Robin Hood gets in on NYC budget debate
More than 200 people gathered Thursday for the 2019 NYN Media OpCon. The daylong event celebrated and examined what it takes to run a nonprofit. This includes how to streamline processes, accounting, real estate issues, and how to make leadership work for a nonprofit. This Twitter moment includes highlights:
Same situation @JCCANY. Thanks @iamwesmoore for drawing attention to the City’s failure to pay nonprofits for the work we do to keep NYC healthy, safe & secure. Our workforce and our businesses earn equitable treatment. Consider city salaries and city fringe! https://t.co/B988gZ9nbO
— Judge Ron Richter (@RichterJCCACEO) June 13, 2019
The Andrew W. Mellon Foundation has announced $3.3 million in new grants for prison education and reentry programs. The money will support four programs across the country, according to a June 13 press release. “Mass incarceration is linked to mass undereducation, but innovative, proven interventions can address both crises,” said Mellon Foundation President Elizabeth Alexander. Here is who is receiving the grants:
- John Jay College of Criminal Justice got a grant to support the expansion of educational and reentry initiatives for students incarcerated at Otisville Correctional Facility in Orange County.
- Marymount Manhattan College will use a grant to support degree-granting programs at the Bedford Hills Correctional Facility for Women and to expand to Taconic Correctional Facilities for Women.
- California State University, Los Angeles will use the money to support a BA program for incarcerated students at Lancaster State Prison.
- The Alliance for Higher Education in Prison will use a grant to support a national prison education network that gathers, analyzes, and shares data, research, pedagogical practices, and training.
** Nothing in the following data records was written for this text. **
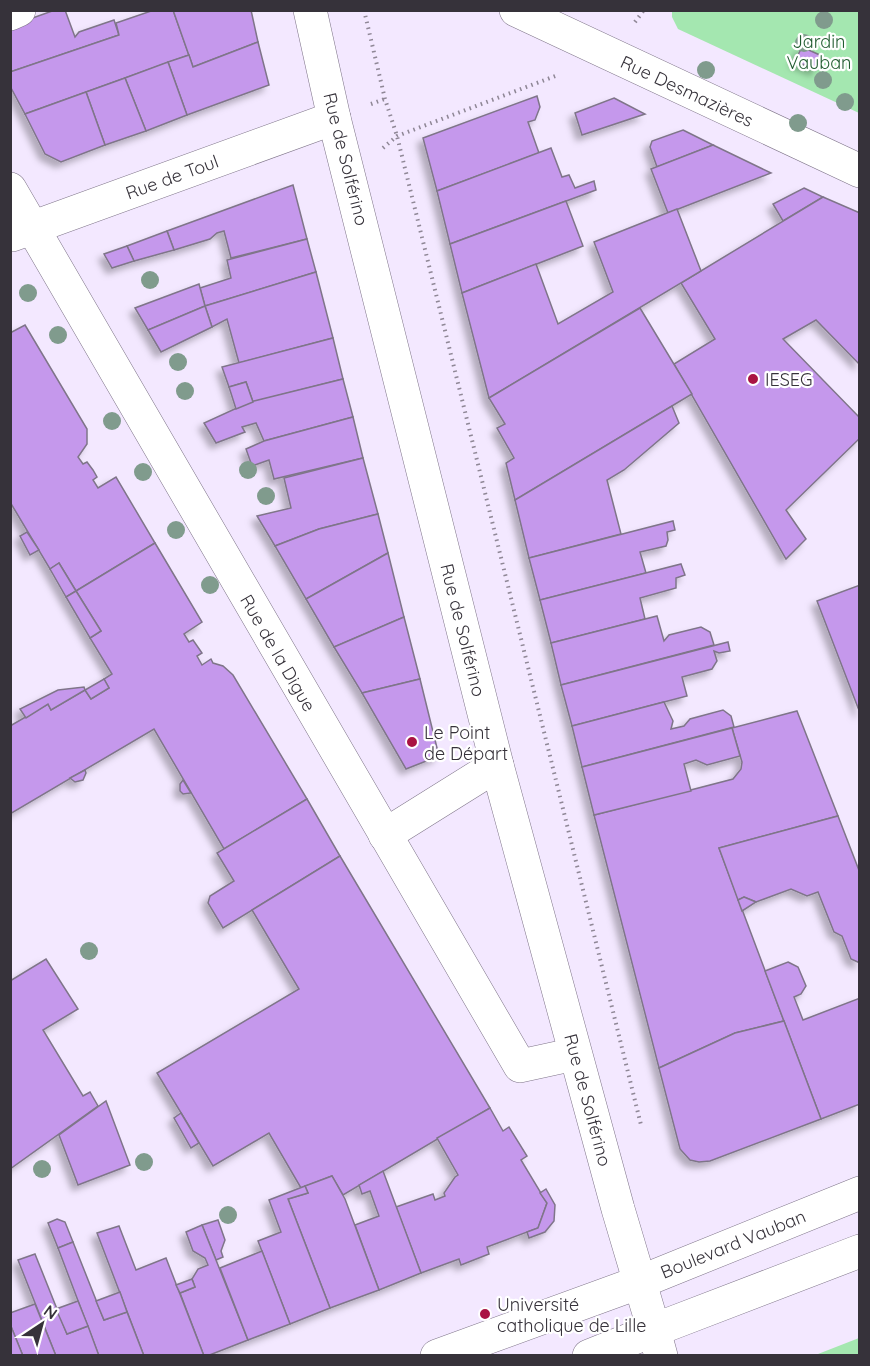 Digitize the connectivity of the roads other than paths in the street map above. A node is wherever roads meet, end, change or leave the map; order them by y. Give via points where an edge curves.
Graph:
1 (19, 10) edge
2 (310, 10) edge
3 (516, 10) edge
4 (10, 14) edge
5 (334, 118) junction
6 (860, 171) edge
7 (10, 189) edge
8 (21, 232) edge
9 (497, 765) junction
10 (385, 835) junction
11 (575, 1054) junction
12 (860, 1193) edge
13 (860, 1251) edge
14 (640, 1282) junction
15 (658, 1343) edge
16 (437, 1356) edge
17 (589, 1356) edge

1 - 4 main road
2 - 5 main road, Rue de Solférino
3 - 6 main road, Rue Desmazières
5 - 8 main road, Rue de Toul
5 - 9 main road, Rue de Solférino
7 - 8 main road, Rue de la Digue
8 - 10 main road, Rue de la Digue
9 - 10 main road
9 - 11 main road, Rue de Solférino
10 - 11 main road, Rue de la Digue via 520,1066
11 - 14 main road, Rue de Solférino
12 - 14 main road, Boulevard Vauban
13 - 15 main road
14 - 15 main road, Rue de Solférino
14 - 16 main road, Boulevard Vauban
15 - 17 main road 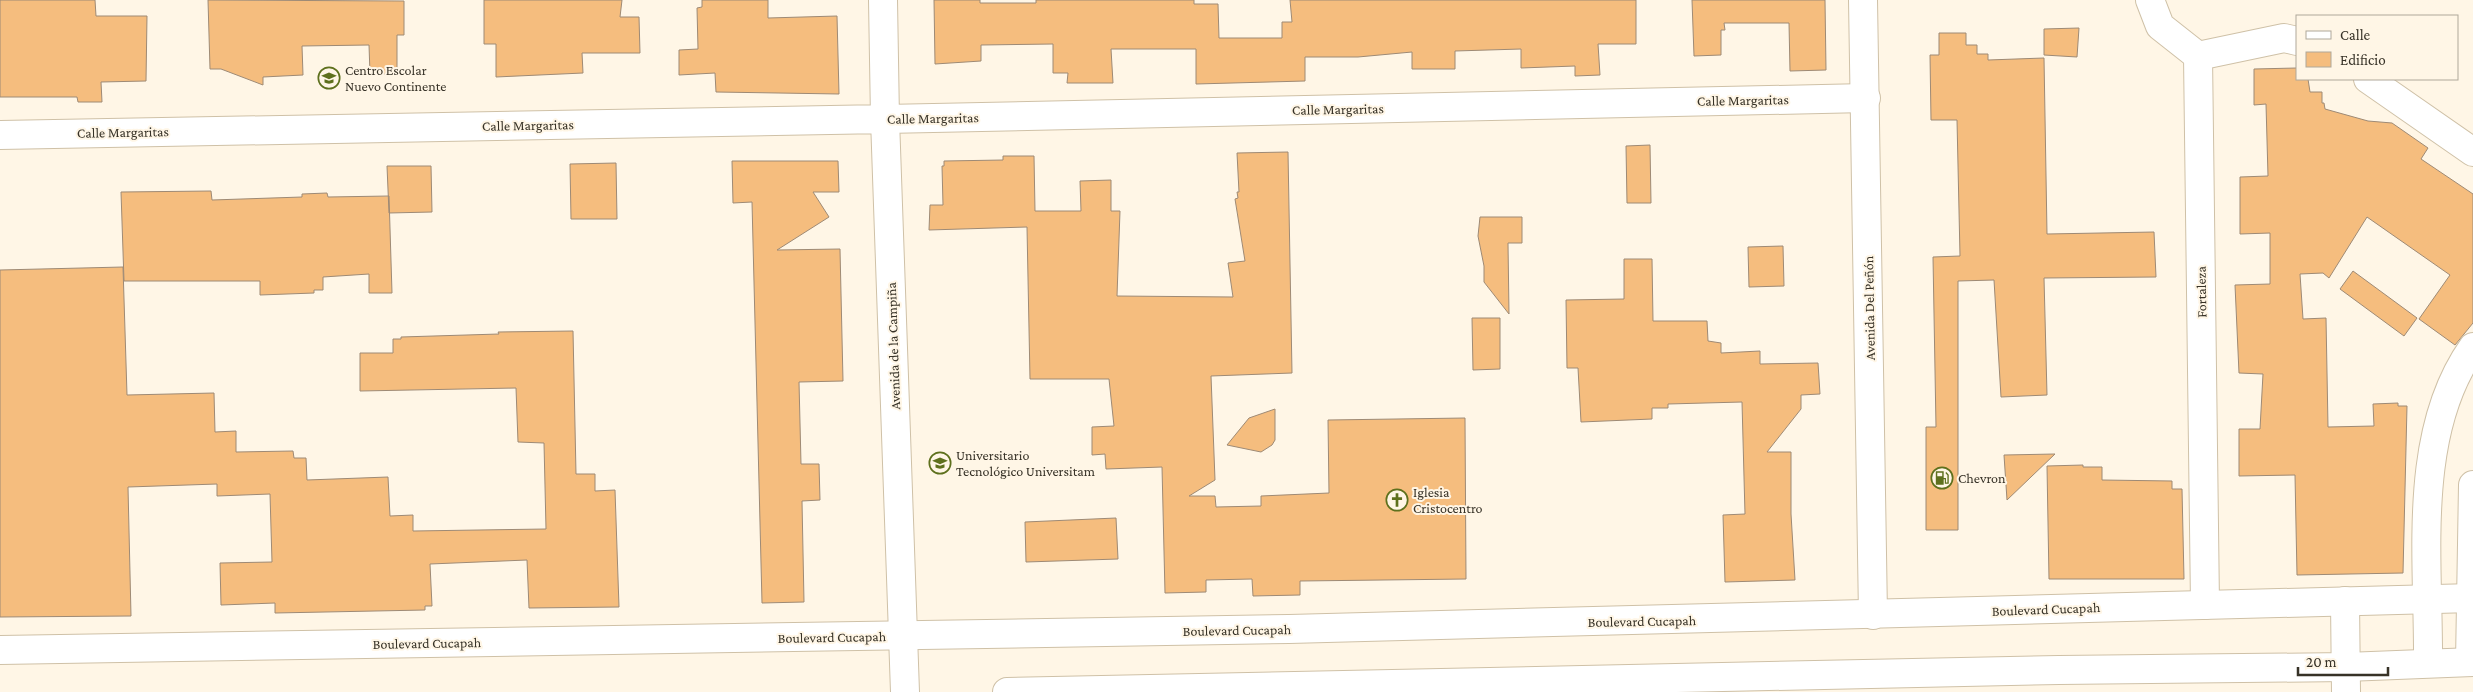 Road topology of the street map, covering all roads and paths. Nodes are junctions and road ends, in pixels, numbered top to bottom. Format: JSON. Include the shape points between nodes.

Robin Hood CEO Wes Moore has something to say about the New York City budget process. Moore wants Mayor Bill de Blasio to support $106 million in funding to close the gap between what the city pays human services nonprofits for the services they provide on the city’s behalf, and what those services actually cost the nonprofits to provide. At the same time, Moore and nonprofit advocates want funding for “pay equity” in early childhood education.
“The City Council must stand its ground,” Moore said in a June 13 statement. “Allowing the mayor to pit the pay equity needs of underpaid and overworked early child providers against the broader human services sector is a false choice and a callous bargain. It undermines the vision of an equitable city. The era of forcing these organizations that provide vital services for the most vulnerable New Yorkers to beg and borrow for every dollar they’ve earned must end now.”
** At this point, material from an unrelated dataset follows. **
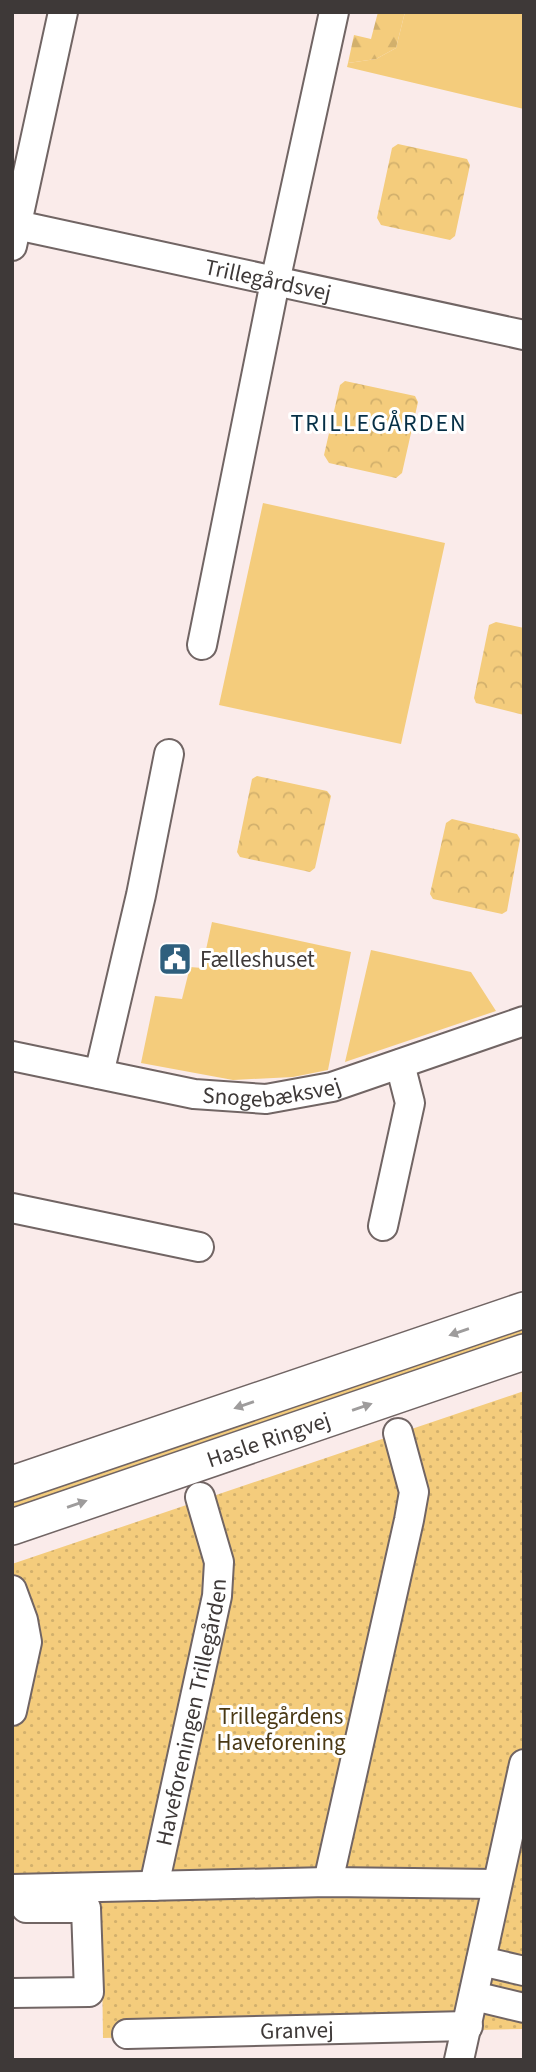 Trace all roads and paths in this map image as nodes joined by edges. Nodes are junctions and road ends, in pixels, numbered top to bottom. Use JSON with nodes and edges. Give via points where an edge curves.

Same situation @JCCANY. Thanks @iamwesmoore for drawing attention to the City’s failure to pay nonprofits for the work we do to keep NYC healthy, safe & secure. Our workforce and our businesses earn equitable treatment. Consider city salaries and city fringe! https://t.co/B988gZ9nbO
— Judge Ron Richter (@RichterJCCACEO) June 13, 2019
Jewish Child Care Association of New York has received a $4.1 million contract from the New York City Administration for Children’s Services. The money will fund specialized preventive services for teens, according to the City Record. The Children’s Aid Society will provide wrap-around services on behalf of the agency, per a $140,000 contract.
The city Department of Health and Mental Hygiene has awarded a $1.89 million contract to Community Health Action Of Staten Island, which will provide a nonfatal overdose management program. The Young Adult Institute will provide $301,869 worth of socialization services for people with autism.
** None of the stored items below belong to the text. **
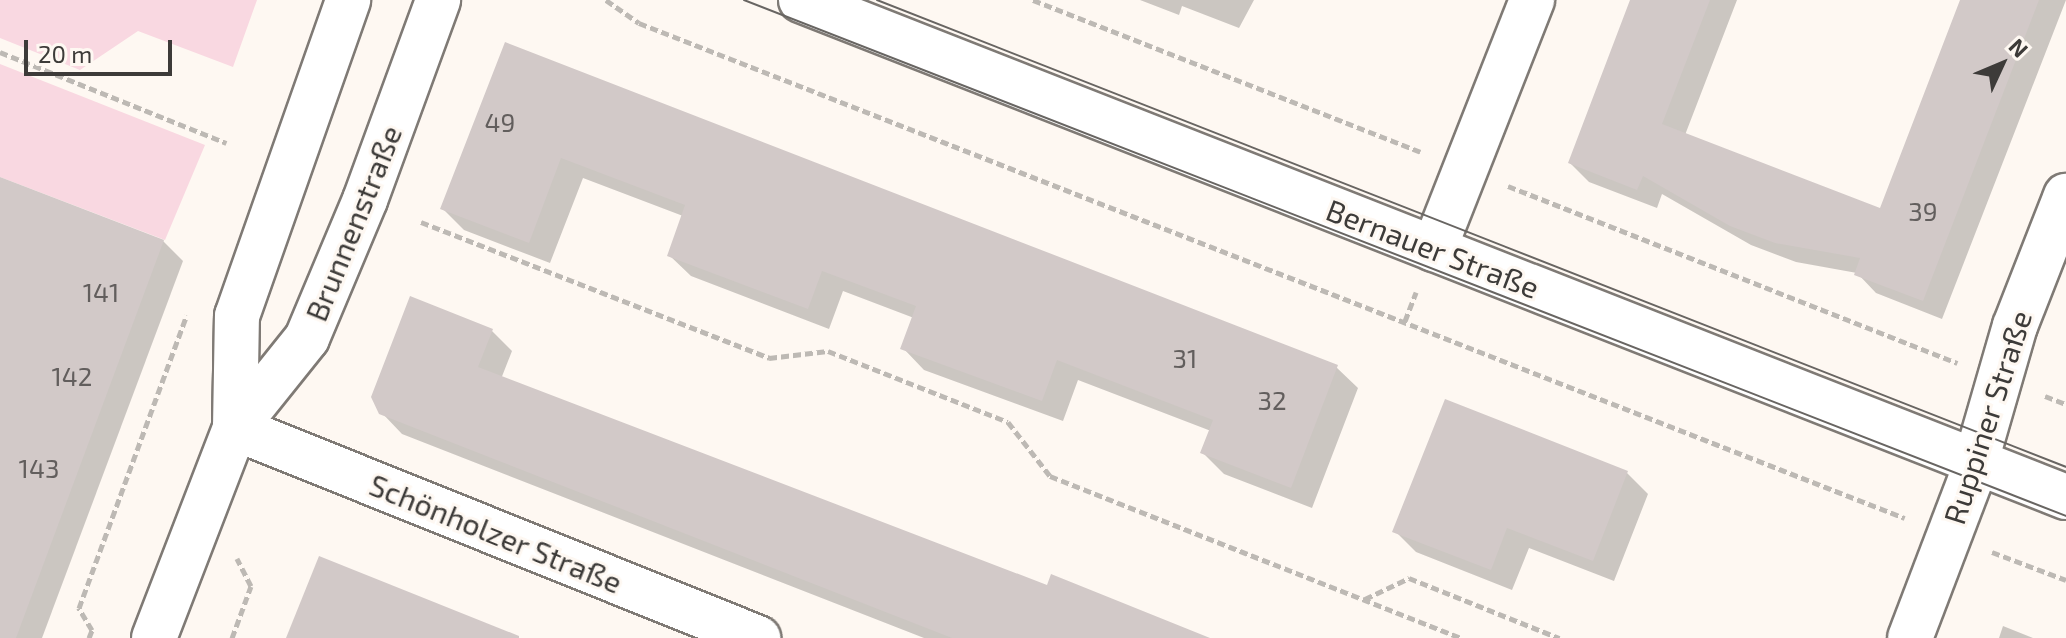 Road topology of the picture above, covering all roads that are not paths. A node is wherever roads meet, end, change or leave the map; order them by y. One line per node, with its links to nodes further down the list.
1 (348, 0): 7 (main road, Brunnenstraße)
2 (438, 0): 7 (main road, Brunnenstraße)
3 (801, 0): 6 (main road, Bernauer Straße)
4 (1532, 0): 6 (main road)
5 (2066, 196): 8 (main road, Ruppiner Straße)
6 (1434, 249): 8 (main road, Bernauer Straße)
7 (235, 428): 10 (main road, Brunnenstraße); 11 (main road, Schönholzer Straße)
8 (1975, 460): 9 (main road, Bernauer Straße); 12 (main road, Ruppiner Straße)
9 (2066, 497)
10 (154, 638)
11 (758, 638)
12 (1910, 638)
Bloomberg Philanthropies has released its 2019 report. The annual update from the mega-philanthropy includes the latest on its program areas: arts, education, environment, government innovation, and public health. This includes the $500 million Beyond Carbon campaign to promote renewable energy, as well as the Everytown for Gun Safety and Moms Demand Action.
“Every day, the window for avoiding the worst impacts of climate change grows smaller,” founder Michael Bloomberg said in a statement. “More Americans lose loved ones to opioid overdoses and gun violence. More students miss out on a good education and the opportunity to go to college. And communities that were once home to thriving industries slip further behind in the changing economy. Proposing ideas for 2021 isn’t good enough. We need to get things done in the here and now, and I’m lucky enough to be in a position to help that.”
Here are a few highlights of what the philanthropy has been up to, taken more or less verbatim from the press release.
- A $1.8 billion gift went to Johns Hopkins University last year for student financial aid programs.
- Nearly 500 U.S. cultural organizations have benefitted from the philanthropy’s management training since 2015.
- About 120 mayors and 240 senior staff members have provided executive leadership training through the Bloomberg Harvard City Leadership Initiative.
- Bloomberg Associates has worked on 314 projects across 14 cities globally since 2014
- More than 161,000 hours were volunteered by Bloomberg employees in 2018.